1) Modify/ use the existing EPnP code while running on a desktop to derive the position and pose of the sensor board relative to the lighthouse. Values will be captured, and offline analysis will be done. i.e. This is not realtime, just proof that I can get the code to work.

2) Build a derivative EPnP library that does not rely on OpenCV. Ensure that it behaves the same as (1).

3) Load the code from (2) onto the Arduino Due, and have it calculate pose information realtime. Benchmark, and see if it's "good enough"

4) If the speed of the algorithm is (3) is too slow, iteratively attempt to optimize the algorithm, likely by trying to push as much math as possible into using integer math instead of floating point math. Not sure how easy it will be to do this with EPnP, but probably worth a shot.

5) Build support for on-device calibration of a world reference frame. I'm expecting this to have a user experience something like:

1) Place the tracked device where the origin should be & press a button. 2) Place the tracked device at least a meter away in the +Y direction & press a button. 3) Place the tracked device in the +X direction by about a meter & press a button.

At this point, the tracked object should be able to have a well defined world coordinate system, and it should know how that coordinate system maps to the Lighthouse's coordinate system. The Arduino should be able to consistently spit out the tracked object's location in the world coordinate system now.
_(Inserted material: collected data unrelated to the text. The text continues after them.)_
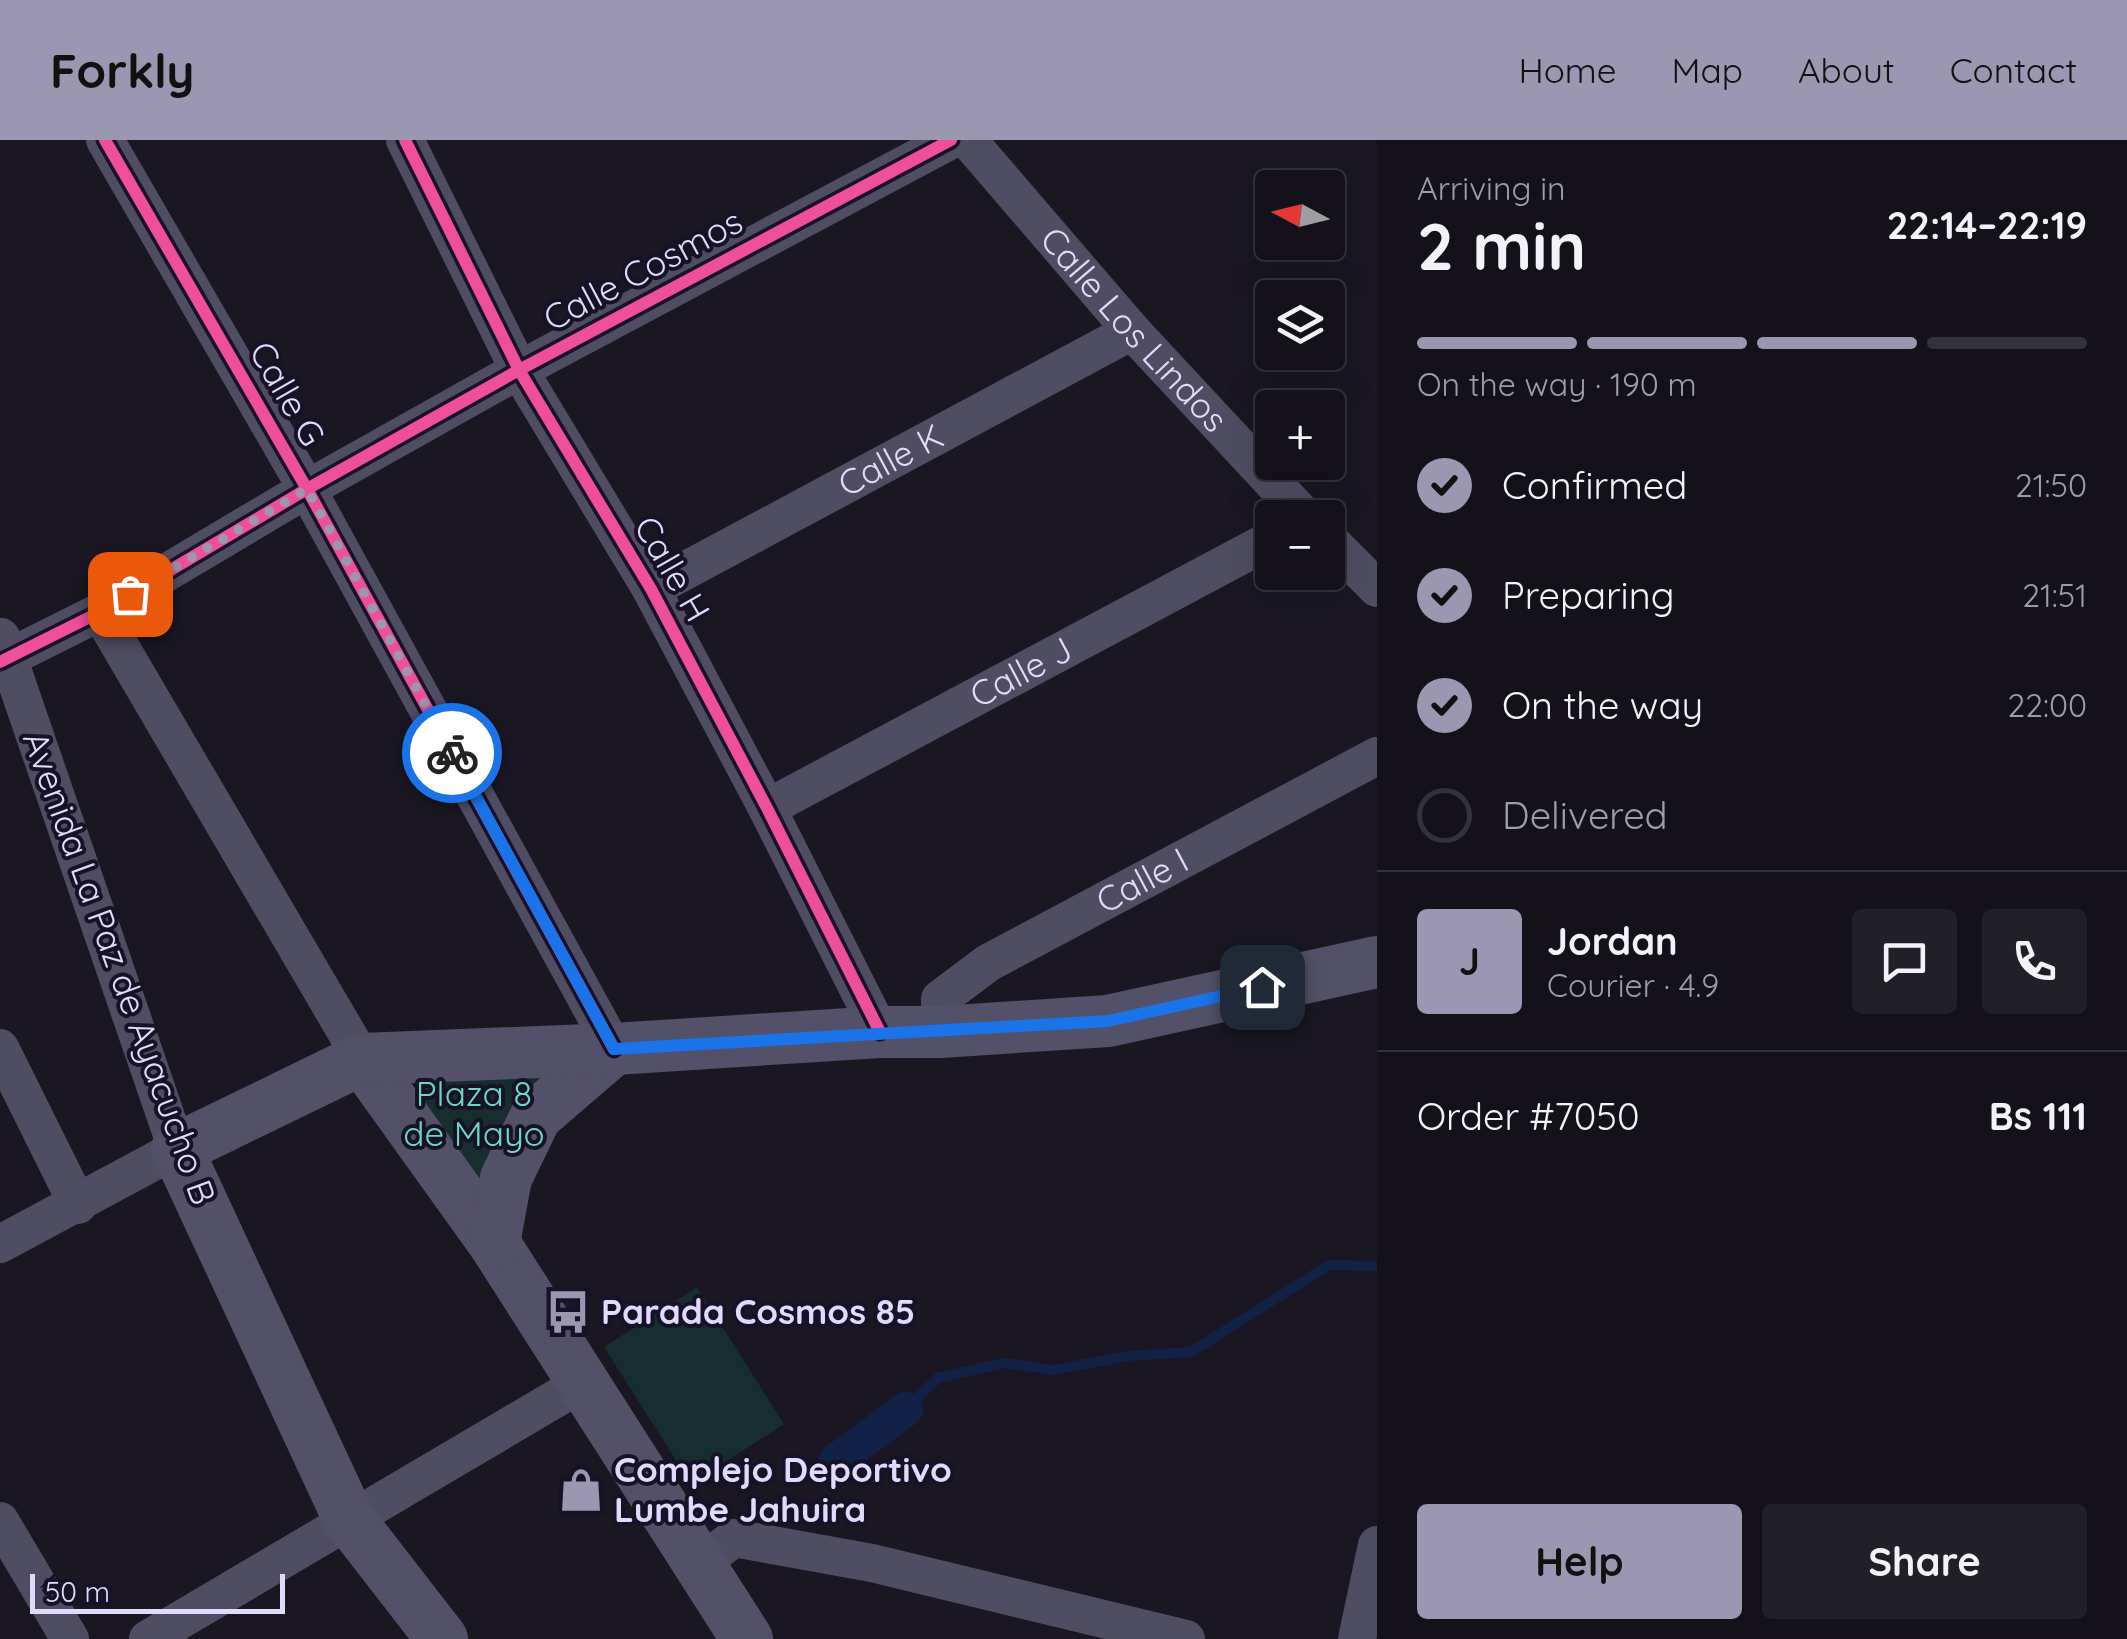 <!DOCTYPE html>
<html lang="en">
<head>
<meta charset="utf-8">
<style>
	body { margin:0; font-family:Quicksand,sans-serif; background:#211f27; color:#f1f3f6; height:100vh; display:flex; flex-direction:column; font-size:38px; white-space:nowrap }
	* { box-sizing:border-box; margin:0 }
	p { font-size:32px; color:#9d9da2 }
	.icon { flex:none; width:55px; height:55px; fill:none; stroke:currentColor; stroke-width:2; stroke-linecap:round; stroke-linejoin:round }
	.map { position:relative; flex:1; overflow:hidden }
	.sheet { display:flex; flex-direction:column; background:#14111a; width:750px }
	.sheet>* { flex:none }
	.needle { width:65px; rotate:277deg }
	.fabs { position:absolute; left:1255px; top:30px; display:grid; gap:20px }
	.fabs a { display:grid; place-items:center; width:90px; height:90px; border-radius:10px; background:#14111a; box-shadow:0 10px 40px #0002,0 0 0 2px #333139; font-size:50px }
	.scale { position:absolute; left:30px; bottom:25px; width:255px; box-sizing:border-box; padding-left:10px; border:5px solid #e0dbfd; border-top:0; font-size:28px; line-height:35px; white-space:nowrap; color:#e0dbfd; -webkit-text-stroke:8px #171228; paint-order:stroke }
	.pin { position:absolute; display:grid; place-items:center; width:85px; height:85px; color:#fff; margin:-42px; border-radius:20px; box-shadow:0 5px 15px #0006 }
	.courier { position:absolute; display:grid; place-items:center; width:100px; height:100px; margin:-50px; border:8px solid #1a73e8; border-radius:50%; background:#fff; color:#222; box-shadow:0 2px 12px #0007 }
	.summary em { font-style:normal; font-weight:700 }
	.summary div { display:flex; flex-direction:column-reverse }
	.summary { display:flex; align-items:center; justify-content:space-between; height:170px; padding:0 40px }
	h1 { font-size:65px; font-weight:700; line-height:75px }
	.bar { display:grid; grid-template-columns:repeat(4,1fr); gap:15px 10px; align-content:center; height:120px; padding:0 40px }
	.bar i { height:12px; border-radius:8px; background:#333139 }
	.bar .on { background:#9b96b1 }
	.bar p { grid-column:span 4 }
	.line { display:flex; align-items:center; gap:25px; padding:0 40px; border-top:2px solid #333139 }
	.line div { flex:1 }
	.round { display:grid; place-items:center; flex:none; width:105px; height:105px; border-radius:10px; background:#211f27 }
	ol { padding:0 40px; list-style:none }
	li { display:flex; align-items:center; gap:30px; height:110px }
	li p { margin-inline-start:auto }
	li .icon { padding:10px; border-radius:50%; background:#9b96b1; color:#111; stroke-width:4 }
	li:last-child { color:#9d9da2 }
	li i { width:55px; height:55px; border:5px solid #333139; border-radius:50% }
	.primary-button { display:flex; gap:20px; margin-top:auto; padding:20px 40px }
	.primary-button a { flex:1; height:115px; border-radius:10px; background:#9b96b1; color:#111; font-size:40px; font-weight:700; line-height:115px; text-align:center }
	.primary-button a+a { background:#211f27; color:#f1f3f6 }
	header { display:flex; align-items:center; gap:60px; box-sizing:border-box; height:140px; padding:0 50px; background:#9b96b1; color:#111 }
	header strong { font-size:48px }
	nav { display:flex; gap:55px; margin-inline-start:auto; font-size:35px }
	main { display:flex; flex:1; min-height:0 }
	.map>svg:first-child { display:block }
</style>
</head>
<body>
<header>
<strong>Forkly</strong>
<nav><a>Home</a><a>Map</a><a>About</a><a>Contact</a></nav>
</header>
<main>
<div class="map">
<svg width="1377" height="1499" viewBox="0 0 1377 1499">
	<rect width="100%" height="100%" fill="#1a1723"/>
	<!-- green -->
	<g fill="#162e30">
		<path d="M531 931 541 940 477 1051 417 955 422 941Z"/>
		<path d="M697 1147 784 1284 691 1344 604 1207Z"/>
	</g>
	<g fill="none" stroke-linecap="round" stroke-linejoin="round">
		<!-- stream -->
		<path stroke="#112246" stroke-width="10" d="M906 1269 938 1238 1004 1223 1053 1230 1128 1216 1191 1212 1329 1125 1377 1126"/>
		<!-- canal -->
		<path stroke="#112246" stroke-width="35" d="M836 1321 906 1269"/>
		<!-- street -->
		<g stroke="#4f4d63" stroke-width="38">
			<path d="M105 0 307 349 614 909"/>
			<path d="M405 0 519 230 651 449 767 668 880 892"/>
			<path id="s1" d="M968 0 1132 191 1306 378"/>
			<path d="M1328 399 1377 448"/>
			<path id="s2" d="M651 449 1132 191"/>
			<path d="M100 472 362 919"/>
			<path d="M0 522 100 472 307 349 519 230 951 0"/>
			<path id="s3" d="M767 668 1272 399"/>
			<path id="s4" d="M941 892 940 859 988 823 1377 616"/>
			<path d="M0 908 78 1065"/>
			<path d="M0 1104 177 1009 1 497"/>
			<path d="M0 1381 70 1499"/>
			<path d="M700 1424 734 1398 872 1423 1186 1499"/>
			<path d="M148 1499 584 1242"/>
			<path d="M1357 1499 1377 1405"/>
		</g>
		<!-- secondary -->
		<g stroke="#535169" stroke-width="52">
			<path d="M362 919 494 1103 747 1499"/>
			<path d="M494 1103 506 1038 536 976 614 909"/>
			<path d="M442 1499 349 1379 177 1009 362 919 614 909 880 892H941L1108 881 1377 822"/>
		</g>
		<!-- cycleway casing -->
		<g stroke="#171228" stroke-width="19">
			<g id="cycleway">
				<path d="M105 0 307 349 614 909"/>
				<path d="M405 0 519 230 651 449 767 668 880 892"/>
				<path d="M0 522 100 472 307 349 519 230 951 0"/>
			</g>
		</g>
		<!-- cycleway -->
		<use href="#cycleway" stroke="#ef4d9e" stroke-width="12"/>
	</g>
	<g fill="none" stroke-linecap="round" stroke-linejoin="round">
		<!-- done -->
		<path stroke="#9b96b1" stroke-width="10" stroke-dasharray="0 18" d="M130 454 307 349 452 613"/>
		<!-- route -->
		<path stroke="#1a73e8" stroke-width="12" d="M452 613 614 909 1108 881 1262 847"/>
	</g>
	<!-- icons -->
	<defs>
		<g id="bus-bare" transform="scale(3.45)"><path d="M-5-6H5V4H4V6H2V4H-2V6H-4V4H-5ZM-3.5-4V0h7V-4ZM-3.5 1.2v1.5H-2V1.2ZM2 1.2v1.5H3.5V1.2Z" fill="#9b96b1" stroke="#171228" stroke-width="2.5" paint-order="stroke"/></g>
		<g id="shop-bare" transform="scale(3.45)"><path d="M-5-2.5h2.3a2.7 3.5 0 0 1 5.4 0H5L5.5 6h-11ZM-1.5-2.5h3a1.5 2.3 0 0 0-3 0Z" fill="#9b96b1" stroke="#171228" stroke-width="2.5" paint-order="stroke"/></g>
	</defs>
	<g fill-rule="evenodd">
		<use href="#bus-bare" x="568" y="1172"/>
		<use href="#shop-bare" x="581" y="1350"/>
	</g>
	<g text-anchor="middle" stroke-width="8" stroke-linejoin="round" paint-order="stroke">
		<!-- street labels -->
		<g font-size="35" fill="#e0dbfd" stroke="#171228">
			<text transform="translate(643 130) rotate(-28)" y="12">Calle Cosmos</text>
			<text dy="12" stroke="none"><textPath href="#s1" startOffset="252">Calle Los Lindos</textPath></text>
			<text transform="translate(287 254) rotate(60)" y="12">Calle G</text>
			<text dy="12" stroke="none"><textPath href="#s2" startOffset="272">Calle K</textPath></text>
			<text transform="translate(672 429) rotate(60)" y="12">Calle H</text>
			<text dy="12" stroke="none"><textPath href="#s3" startOffset="288">Calle J</textPath></text>
			<text dy="12" stroke="none"><textPath href="#s4" startOffset="268">Calle I</textPath></text>
			<text transform="translate(119 828) rotate(70)" y="12">Avenida La Paz de Ayacucho B</text>
		</g>
		<!-- park labels -->
		<g font-size="35" fill="#6bd9c2" stroke="#171228">
			<text x="474" y="966">Plaza 8<tspan x="474" dy="40">de Mayo</tspan></text>
		</g>
		<!-- poi labels -->
		<g font-size="35" font-weight="bold" fill="#e0dbfd" stroke="#171228" text-anchor="start">
			<text x="601" y="1184">Parada Cosmos 85</text>
			<text x="614" y="1342">Complejo Deportivo<tspan x="614" dy="40">Lumbe Jahuira</tspan></text>
		</g>
	</g>
</svg>
<div class="fabs">
<a><svg class="needle" viewBox="-14 -14 28 28"><path d="M0-13l5 13h-10z" fill="#e53935"/><path d="M0 13l5-13h-10z" fill="#9d9da2"/></svg></a>
<a><svg class="icon" aria-label="layers" viewBox="0 0 24 24"><path d="M12 4l9 5-9 5-9-5zM3 14l9 5 9-5"/></svg></a>
<a>+</a>
<a>−</a>
</div>
<div class="scale">50 m</div>
<div class="pin" style="left:130px;top:454px;background:#ea580c"><svg class="icon" aria-label="bag" viewBox="0 0 24 24"><path d="M5 8h14l-1 12H6zM9 8a3 3 0 0 1 6 0"/></svg></div>
<div class="pin" style="left:1262px;top:847px;background:#1f2937"><svg class="icon" aria-label="home" viewBox="0 0 24 24"><path d="M3 11l9-7 9 7M6 9v11h12V9"/></svg></div>
<div class="courier" style="left:452px;top:613px"><svg class="icon" aria-label="bike" viewBox="0 0 24 24"><circle cx="6" cy="16" r="4"/><circle cx="18" cy="16" r="4"/><path d="M6 16l4-8h5l3 8M10 8l3 8H6M13 5h3"/></svg></div>
</div>
<section class="sheet">
<div class="summary"><div><h1>2 min</h1><p>Arriving in</p></div><em>22:14–22:19</em></div>
<div class="bar"><i class="on"></i><i class="on"></i><i class="on"></i><i></i><p>On the way · 190 m</p></div>
<ol>
<li><svg class="icon" aria-label="check" viewBox="0 0 24 24"><path d="M5 12l5 5 9-10"/></svg>Confirmed<p>21:50</p></li>
<li><svg class="icon" aria-label="check" viewBox="0 0 24 24"><path d="M5 12l5 5 9-10"/></svg>Preparing<p>21:51</p></li>
<li><svg class="icon" aria-label="check" viewBox="0 0 24 24"><path d="M5 12l5 5 9-10"/></svg>On the way<p>22:00</p></li>
<li><i></i>Delivered</li>
</ol>
<div class="line" style="height:180px"><b class="round" style="background:#9b96b1;color:#111">J</b><div><b>Jordan</b><p>Courier · 4.9</p></div><a class="round"><svg class="icon" aria-label="chat" viewBox="0 0 24 24"><path d="M4 5h16v11H9l-5 4z"/></svg></a><a class="round"><svg class="icon" aria-label="phone" viewBox="0 0 24 24"><path d="M5 4h4l2 5-3 2q2 4 5 5l2-3 5 2v4C11 20 4 13 5 4z"/></svg></a></div>
<div class="line" style="height:130px"><div>Order #7050</div><b>Bs 111</b></div>
<div class="primary-button"><a>Help</a><a>Share</a></div>
</section>
</main>
</body>
</html>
And here's the part I really like: 6) It should spit out location data in standard NMEA sentences. That's the standard way that just about all GPS receivers report location information. Why does that matter? It means you could hook this up to any device that expects to use a GPS receiver, but instead it's using lighthouse tracking instead. For example, you could hook it up to a small drone using an off-the-shelf UAV board, and program flight paths using off-the-shelf software, without any modifications.